__Aim of the task__. Copy only what runs from the line containing "Write the network" through the end of the material below, line for line, with both ends included.
::::
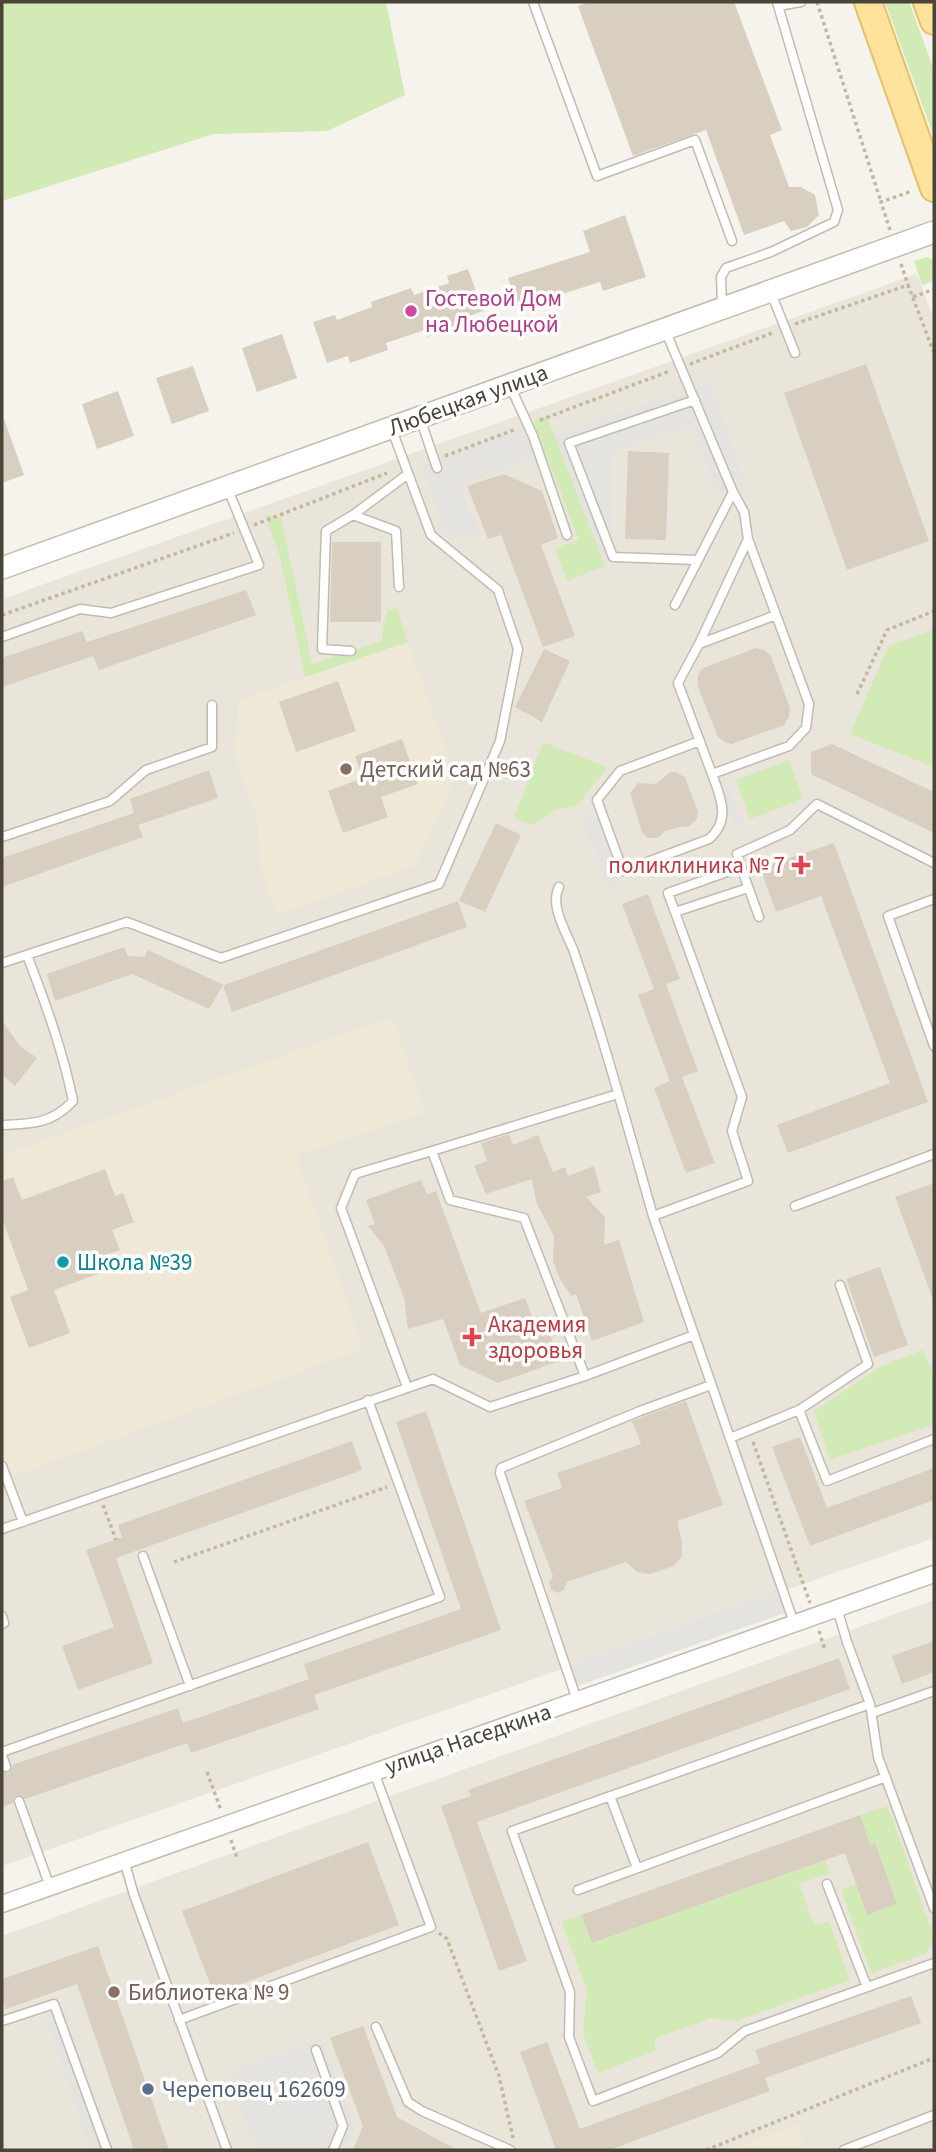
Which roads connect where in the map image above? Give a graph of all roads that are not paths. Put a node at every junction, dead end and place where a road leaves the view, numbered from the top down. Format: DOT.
graph roads {
  1 [pos="533,2"];
  2 [pos="801,2"];
  3 [pos="868,2"];
  4 [pos="927,2"];
  5 [pos="777,4"];
  6 [pos="934,21"];
  7 [pos="934,188"];
  8 [pos="934,232"];
  9 [pos="732,242"];
  10 [pos="770,291"];
  11 [pos="723,308"];
  12 [pos="664,329"];
  13 [pos="795,353"];
  14 [pos="509,385"];
  15 [pos="695,400"];
  16 [pos="420,417"];
  17 [pos="391,428"];
  18 [pos="436,464"];
  19 [pos="406,470"];
  20 [pos="227,487"];
  21 [pos="733,492"];
  22 [pos="353,514"];
  23 [pos="567,535"];
  24 [pos="748,540"];
  25 [pos="698,560"];
  26 [pos="2,568"];
  27 [pos="399,587"];
  28 [pos="675,605"];
  29 [pos="776,615"];
  30 [pos="2,636"];
  31 [pos="699,644"];
  32 [pos="351,651"];
  33 [pos="212,705"];
  34 [pos="700,741"];
  35 [pos="712,774"];
  36 [pos="2,837"];
  37 [pos="934,863"];
  38 [pos="741,867"];
  39 [pos="559,887"];
  40 [pos="748,888"];
  41 [pos="934,899"];
  42 [pos="675,912"];
  43 [pos="759,917"];
  44 [pos="27,954"];
  45 [pos="2,963"];
  46 [pos="934,1046"];
  47 [pos="618,1094"];
  48 [pos="2,1125"];
  49 [pos="432,1152"];
  50 [pos="934,1154"];
  51 [pos="795,1206"];
  52 [pos="653,1216"];
  53 [pos="840,1285"];
  54 [pos="694,1335"];
  55 [pos="584,1376"];
  56 [pos="711,1385"];
  57 [pos="407,1387"];
  58 [pos="369,1401"];
  59 [pos="799,1410"];
  60 [pos="730,1438"];
  61 [pos="934,1438"];
  62 [pos="2,1466"];
  63 [pos="23,1522"];
  64 [pos="2,1529"];
  65 [pos="144,1556"];
  66 [pos="934,1574"];
  67 [pos="837,1608"];
  68 [pos="2,1616"];
  69 [pos="794,1623"];
  70 [pos="2,1624"];
  71 [pos="190,1686"];
  72 [pos="934,1691"];
  73 [pos="578,1700"];
  74 [pos="871,1708"];
  75 [pos="2,1753"];
  76 [pos="6,1767"];
  77 [pos="374,1772"];
  78 [pos="886,1777"];
  79 [pos="610,1796"];
  80 [pos="19,1801"];
  81 [pos="124,1860"];
  82 [pos="637,1868"];
  83 [pos="827,1884"];
  84 [pos="50,1887"];
  85 [pos="578,1890"];
  86 [pos="2,1904"];
  87 [pos="934,1908"];
  88 [pos="934,1963"];
  89 [pos="867,1987"];
  90 [pos="179,2020"];
  91 [pos="2,2021"];
  92 [pos="376,2027"];
  93 [pos="316,2050"];
  94 [pos="934,2115"];
  95 [pos="107,2150"];
  96 [pos="227,2150"];
  97 [pos="333,2150"];
  98 [pos="510,2150"];
  99 [pos="844,2150"];
  1 -- 9 [label="lane"];
  2 -- 5 [label="lane"];
  3 -- 7 [label="main road"];
  4 -- 6 [label="main road"];
  5 -- 11 [label="lane"];
  8 -- 10 [label="street, Любецкая улица"];
  10 -- 11 [label="street, Любецкая улица"];
  10 -- 13 [label="lane"];
  11 -- 12 [label="street, Любецкая улица"];
  12 -- 14 [label="street, Любецкая улица"];
  12 -- 15 [label="lane"];
  14 -- 16 [label="street, Любецкая улица"];
  14 -- 23 [label="lane"];
  15 -- 21 [label="lane"];
  15 -- 25 [label="lane"];
  16 -- 17 [label="street, Любецкая улица"];
  16 -- 18 [label="lane"];
  17 -- 19 [label="lane"];
  17 -- 20 [label="street, Любецкая улица"];
  19 -- 22 [label="lane"];
  19 -- 44 [label="lane"];
  20 -- 26 [label="street, Любецкая улица"];
  20 -- 30 [label="lane"];
  21 -- 24 [label="lane"];
  21 -- 25 [label="lane"];
  22 -- 27 [label="lane"];
  22 -- 32 [label="lane"];
  24 -- 29 [label="lane"];
  24 -- 31 [label="lane"];
  25 -- 28 [label="lane"];
  29 -- 31 [label="lane"];
  29 -- 35 [label="lane"];
  31 -- 34 [label="lane"];
  33 -- 36 [label="lane"];
  34 -- 35 [label="lane"];
  34 -- 35 [label="lane"];
  37 -- 38 [label="lane"];
  38 -- 40 [label="lane"];
  38 -- 42 [label="lane"];
  39 -- 47 [label="lane"];
  40 -- 42 [label="lane"];
  40 -- 43 [label="lane"];
  41 -- 46 [label="lane"];
  42 -- 52 [label="lane"];
  44 -- 45 [label="lane"];
  44 -- 48 [label="lane"];
  47 -- 49 [label="lane"];
  47 -- 52 [label="lane"];
  49 -- 55 [label="lane"];
  49 -- 57 [label="lane"];
  50 -- 51 [label="lane"];
  52 -- 54 [label="lane"];
  53 -- 59 [label="lane"];
  54 -- 55 [label="lane"];
  54 -- 56 [label="lane"];
  55 -- 57 [label="lane"];
  56 -- 60 [label="lane"];
  56 -- 73 [label="lane"];
  57 -- 58 [label="lane"];
  58 -- 63 [label="lane"];
  58 -- 71 [label="lane"];
  59 -- 60 [label="lane"];
  59 -- 61 [label="lane"];
  60 -- 69 [label="lane"];
  62 -- 63 [label="lane"];
  63 -- 64 [label="lane"];
  65 -- 71 [label="lane"];
  66 -- 67 [label="street, улица Наседкина"];
  67 -- 69 [label="street, улица Наседкина"];
  67 -- 74 [label="lane"];
  68 -- 70 [label="lane"];
  69 -- 73 [label="street, улица Наседкина"];
  71 -- 75 [label="lane"];
  72 -- 74 [label="lane"];
  73 -- 77 [label="street, улица Наседкина"];
  74 -- 78 [label="lane"];
  74 -- 79 [label="lane"];
  75 -- 76 [label="lane"];
  77 -- 81 [label="street, улица Наседкина"];
  77 -- 90 [label="lane"];
  78 -- 82 [label="lane"];
  78 -- 87 [label="lane"];
  79 -- 82 [label="lane"];
  79 -- 89 [label="lane"];
  80 -- 84 [label="lane"];
  81 -- 84 [label="street, улица Наседкина"];
  81 -- 90 [label="lane"];
  82 -- 85 [label="lane"];
  83 -- 89 [label="lane"];
  84 -- 86 [label="street, улица Наседкина"];
  88 -- 89 [label="lane"];
  90 -- 96 [label="lane"];
  91 -- 95 [label="lane"];
  92 -- 98 [label="lane"];
  93 -- 97 [label="lane"];
  94 -- 99 [label="lane"];
}
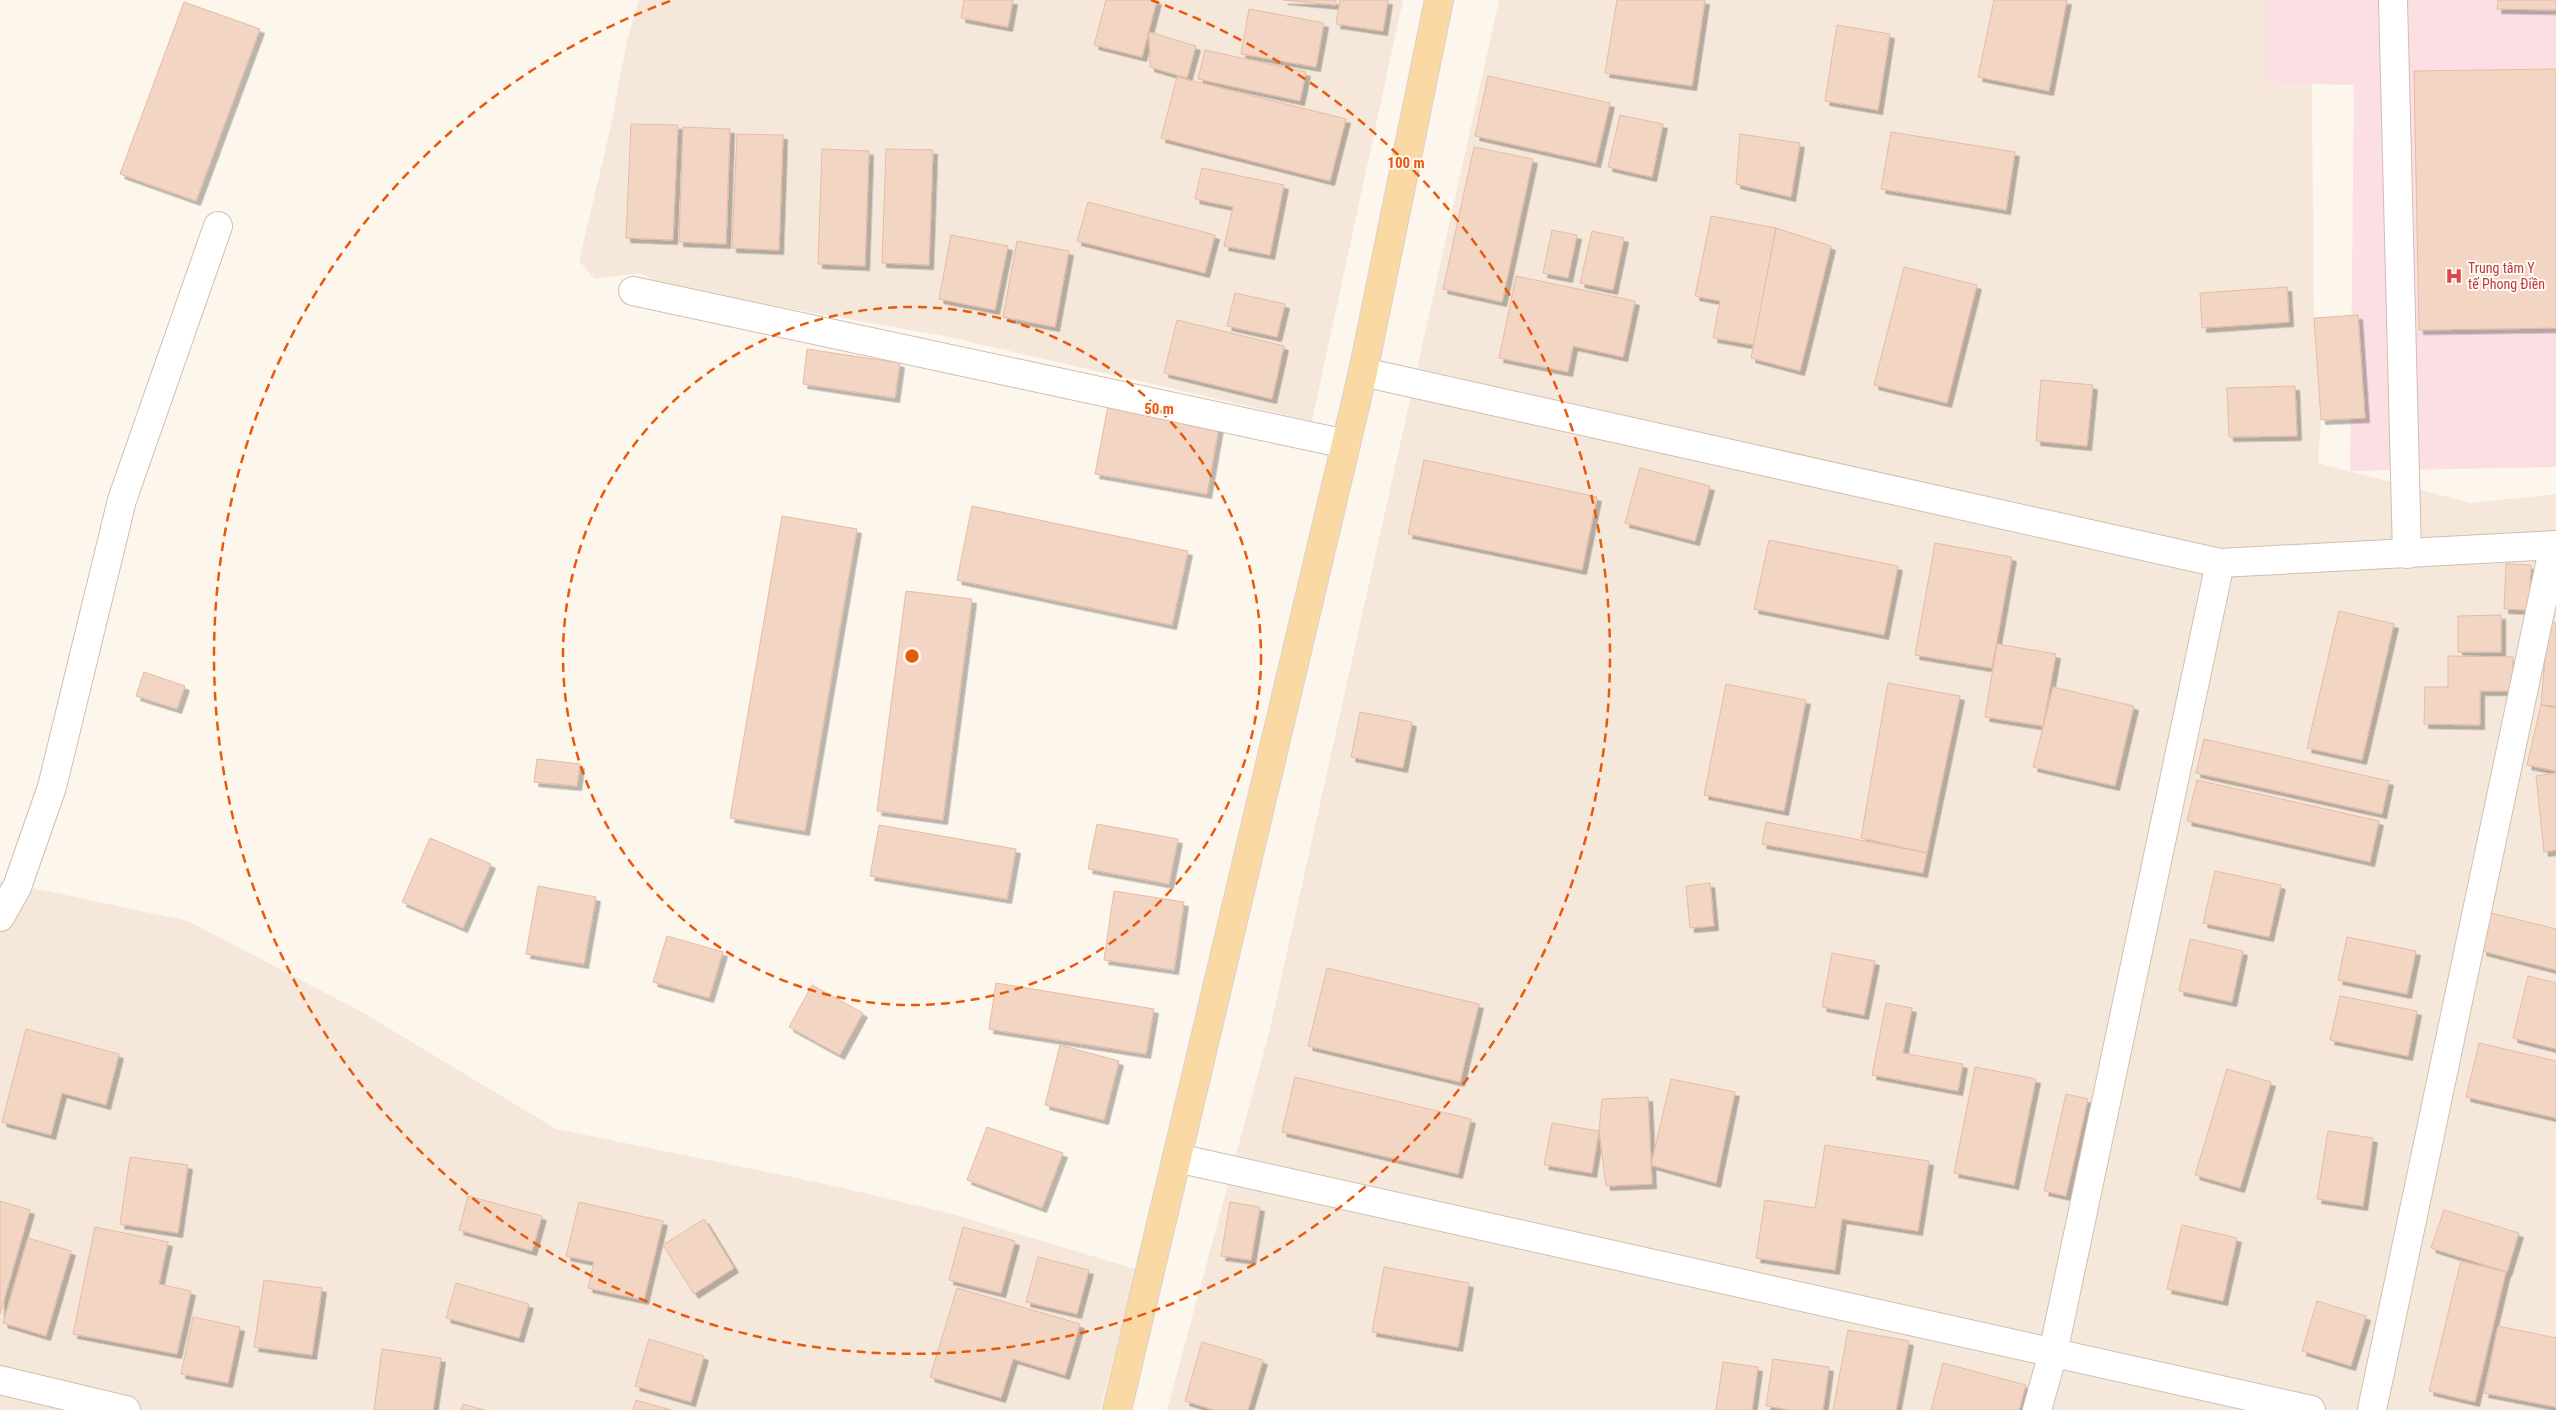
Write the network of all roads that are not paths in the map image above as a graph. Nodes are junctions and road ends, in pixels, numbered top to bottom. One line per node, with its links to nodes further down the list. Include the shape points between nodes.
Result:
1 (1439, 0): 5 (main road)
2 (2393, 0): 8 (street)
3 (218, 226): 10 (street, via 122,500 52,787 17,887)
4 (633, 290): 6 (street)
5 (1363, 372): 6 (main road); 9 (street)
6 (1346, 444): 11 (main road)
7 (2555, 545): 8 (street); 18 (street)
8 (2407, 554): 9 (street)
9 (2220, 563): 12 (street)
10 (0, 917)
11 (1177, 1158): 12 (street); 15 (main road)
12 (2053, 1353): 16 (street); 17 (street)
13 (0, 1380): 14 (street)
14 (126, 1410)
15 (1117, 1410)
16 (2037, 1410)
17 (2311, 1410)
18 (2372, 1410)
::::
__Output for this task__.
Write the network of all roads that are not paths in the map image above as a graph. Nodes are junctions and road ends, in pixels, numbered top to bottom. One line per node, with its links to nodes further down the list. Include the shape points between nodes.
Result:
1 (1439, 0): 5 (main road)
2 (2393, 0): 8 (street)
3 (218, 226): 10 (street, via 122,500 52,787 17,887)
4 (633, 290): 6 (street)
5 (1363, 372): 6 (main road); 9 (street)
6 (1346, 444): 11 (main road)
7 (2555, 545): 8 (street); 18 (street)
8 (2407, 554): 9 (street)
9 (2220, 563): 12 (street)
10 (0, 917)
11 (1177, 1158): 12 (street); 15 (main road)
12 (2053, 1353): 16 (street); 17 (street)
13 (0, 1380): 14 (street)
14 (126, 1410)
15 (1117, 1410)
16 (2037, 1410)
17 (2311, 1410)
18 (2372, 1410)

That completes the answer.